9:30am | I don’t know exactly when I opened my Washington Mutual account. Last decade, maybe the one before that. I do recall that it was in February 2008 when the federal government placed the bank into receivership with the FDIC. And I remember hearing that customers wouldn’t be affected.
And I wasn’t. I know little about the details on the bank/government end, but I was unaffected then, and I was unaffected when Chase took over.
That’s how I ended up supporting the most powerful bank in the United States, a paragon of wealth consolidation. And I kept on doing it right through Bank Transfer Day, not because I am indifferent to this sort of thing, but because I was lazy.
On a level of personal experience, I have nothing bad to say about Chase. The service they provided me — free of charge, since I always kept my account above (though sometimes just barely above) the minimum requirement — was perfect at both the institutional and customer-service levels.

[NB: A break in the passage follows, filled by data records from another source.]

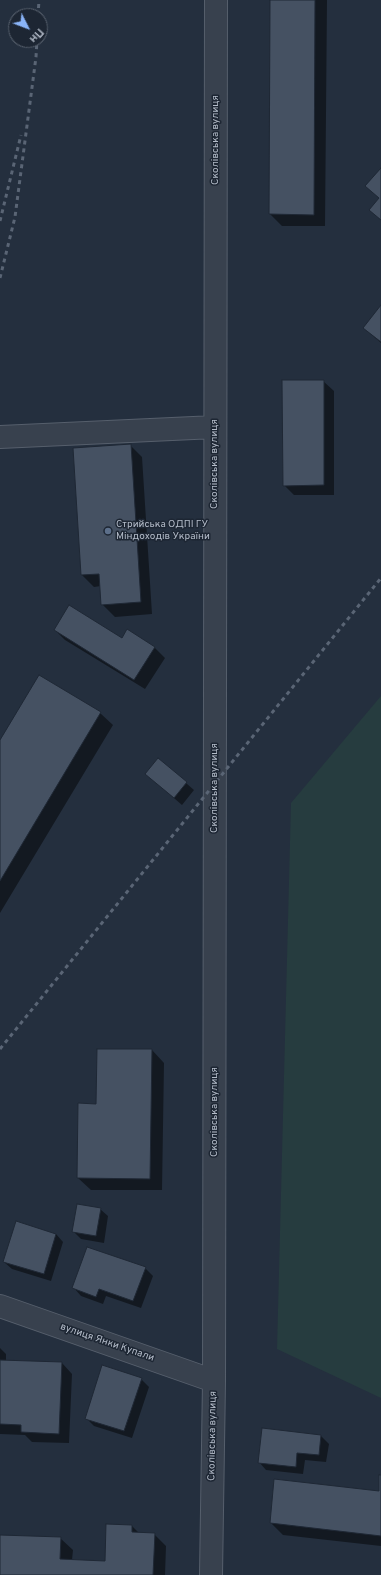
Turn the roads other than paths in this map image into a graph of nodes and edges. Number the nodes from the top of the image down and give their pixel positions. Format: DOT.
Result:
graph roads {
  1 [pos="216,0"];
  2 [pos="215,427"];
  3 [pos="0,437"];
  4 [pos="0,1306"];
  5 [pos="214,1381"];
  6 [pos="211,1575"];
  1 -- 2 [label="street, Сколівська вулиця"];
  2 -- 3 [label="street"];
  2 -- 5 [label="street, Сколівська вулиця"];
  4 -- 5 [label="street, вулиця Янки Купали"];
  5 -- 6 [label="street, Сколівська вулиця"];
}
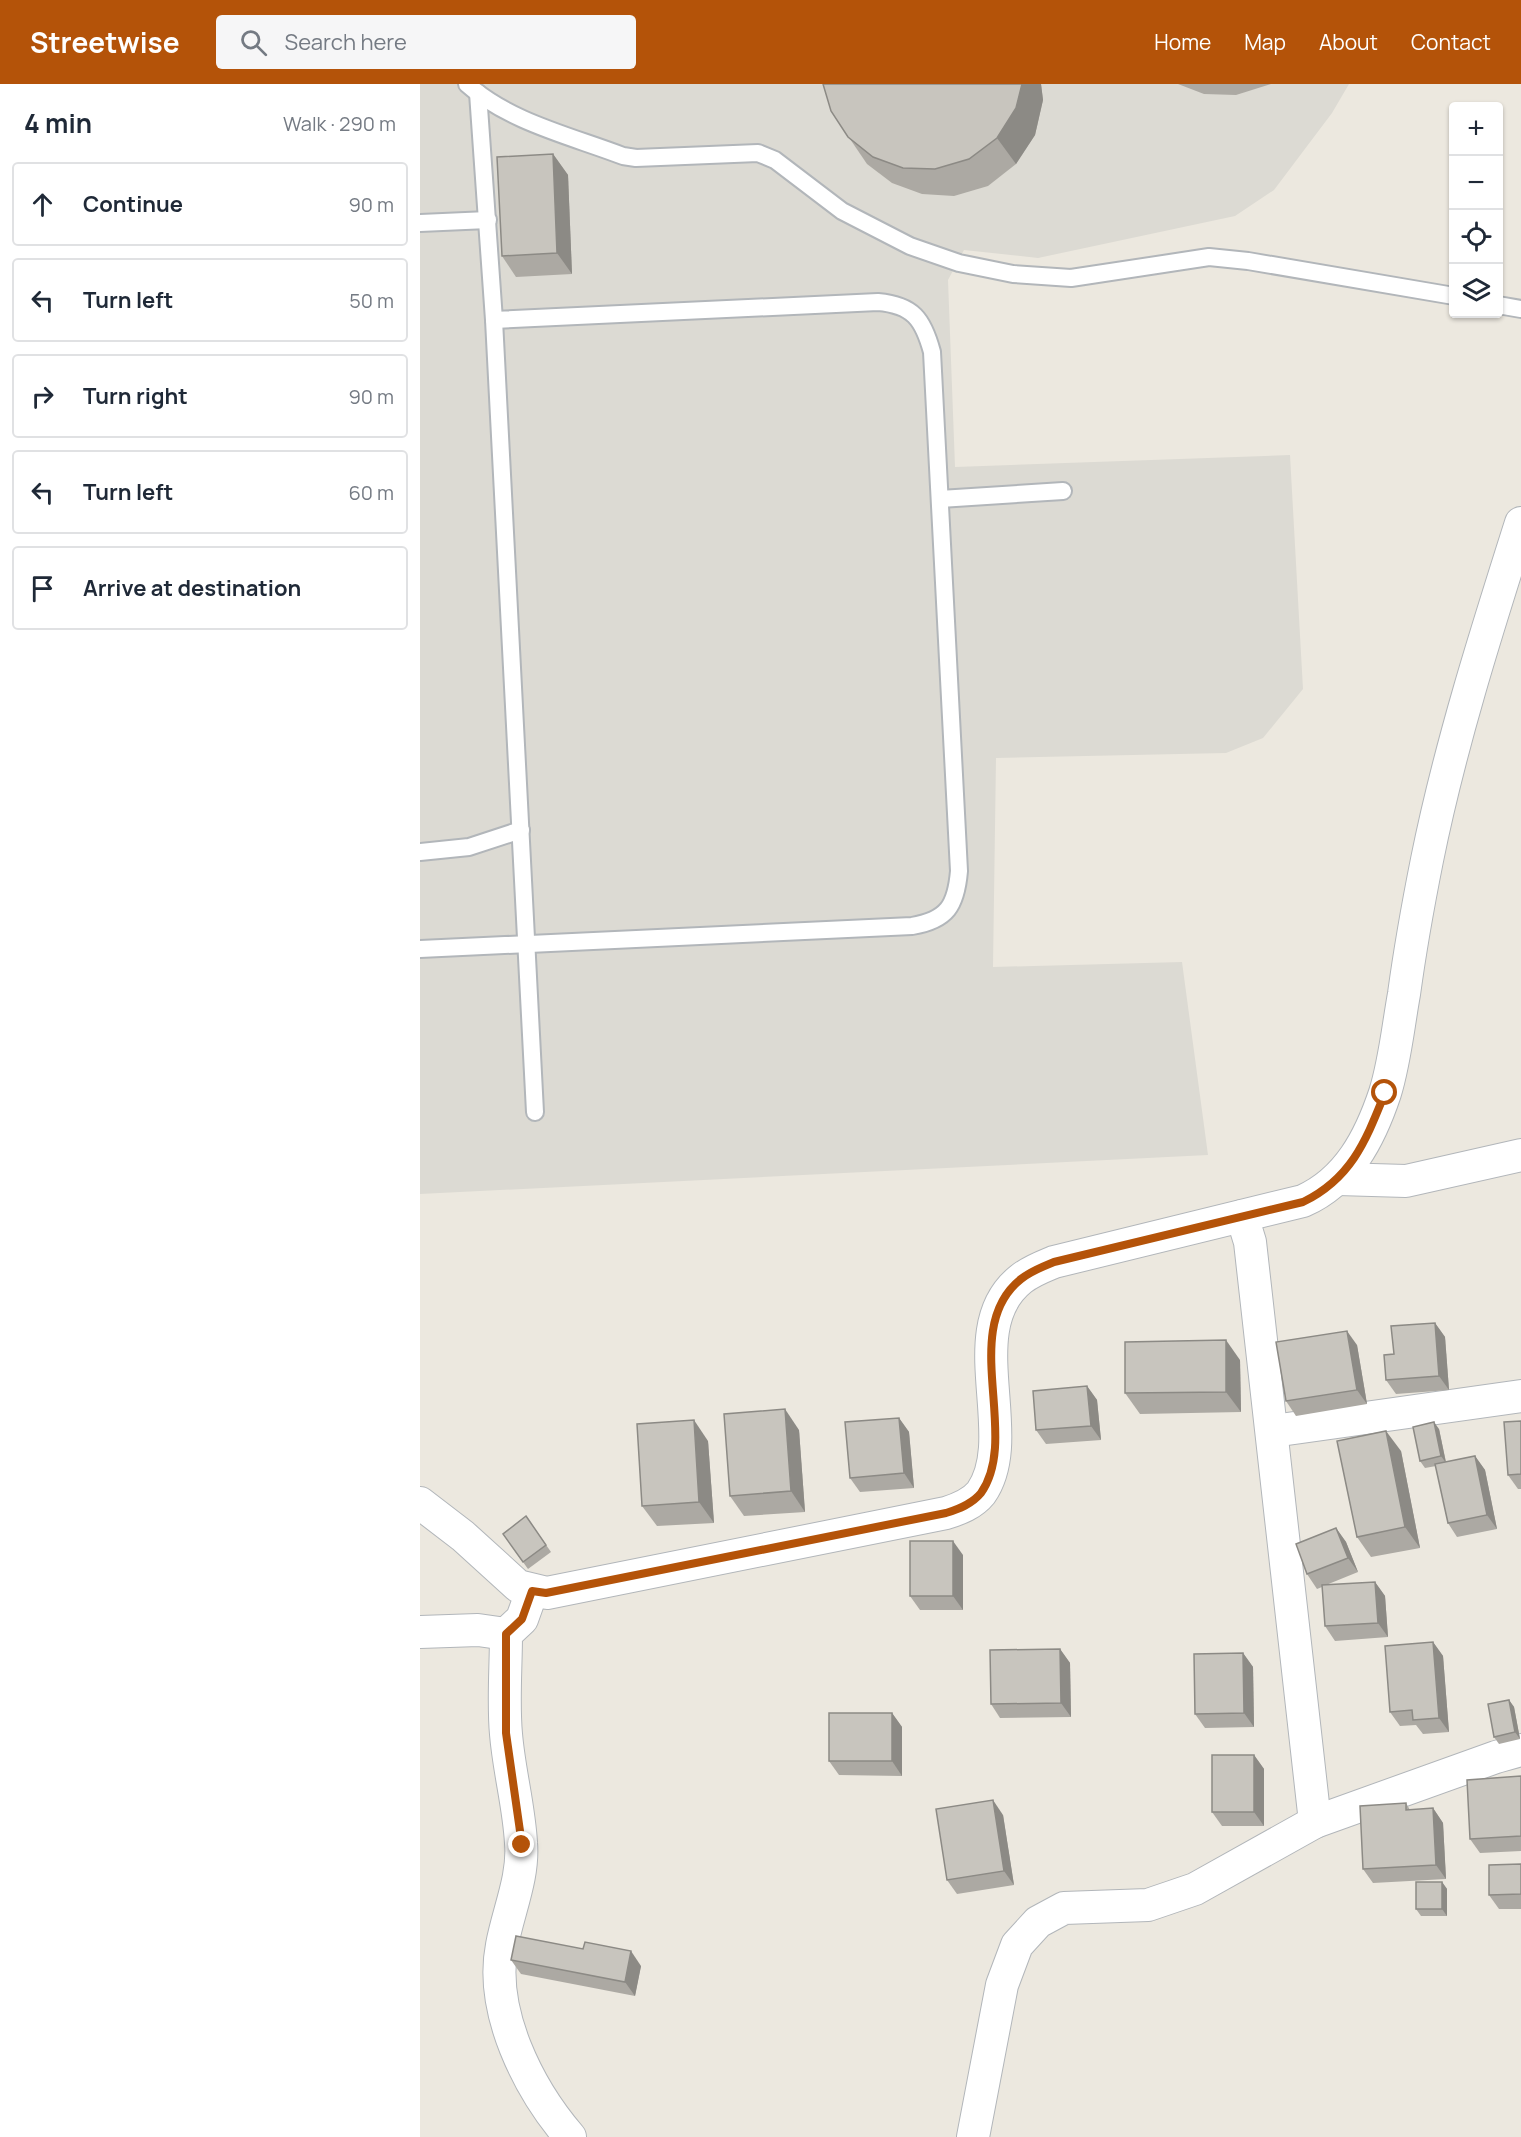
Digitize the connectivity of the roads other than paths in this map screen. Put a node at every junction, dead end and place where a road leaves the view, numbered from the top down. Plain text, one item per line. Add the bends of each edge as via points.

This personal experience made it emotionally counterintuitive to close my account. Generally speaking, if a business provides you with great service, not only do you keep patronizing it, but you tell your friends. “You’re looking for a bank? I gotta tell ya, Chase’s record in my book is unblemished.”
But sometimes there are bigger principles involved. And as much as I would have liked to deny it — who the hell wants to re-set up all that automatic bill-pay stuff? — this was one of those times.
In our megacorporation-dominated society, the combination of awareness and conscience often comes at the price convenience. You know how easy it is to find low-quality produce from factory farms or garments made in foreign sweat shops — and to save money in the process? Ignorance is bliss.
But then you learn about how the animals are treated, the hormones and pesticides, the labor conditions, the business practices, the politics. Never mind how massive corporations squeeze out small businesses — and thus reduce variety and true choice — out of communities.
Or you learn that over 80% of all banking assets are held by 10 banks. Maybe you don’t care. But maybe the phrase Absolute power corrupts absolutely comes to mind, and you wonder if the consolidation of U.S. wealth might not be the best possible state of affairs.
There’s not much you can do about the Big Picture,, of course. Except your part. You can take your few thousand dollars across the street to a smaller bank or a credit union, and console yourself with the reality that wealth can only be deconsolidated, if not one dollar at a time, transfer by transfer.
It doesn’t change the country. It doesn’t make you a glorious, shining knight in the battle against a greed-breathing/-breeding dragon like Capitalism But it may make you feel a little bit better about the role you’re playing in the world.
And that, as the MasterCard says, is priceless.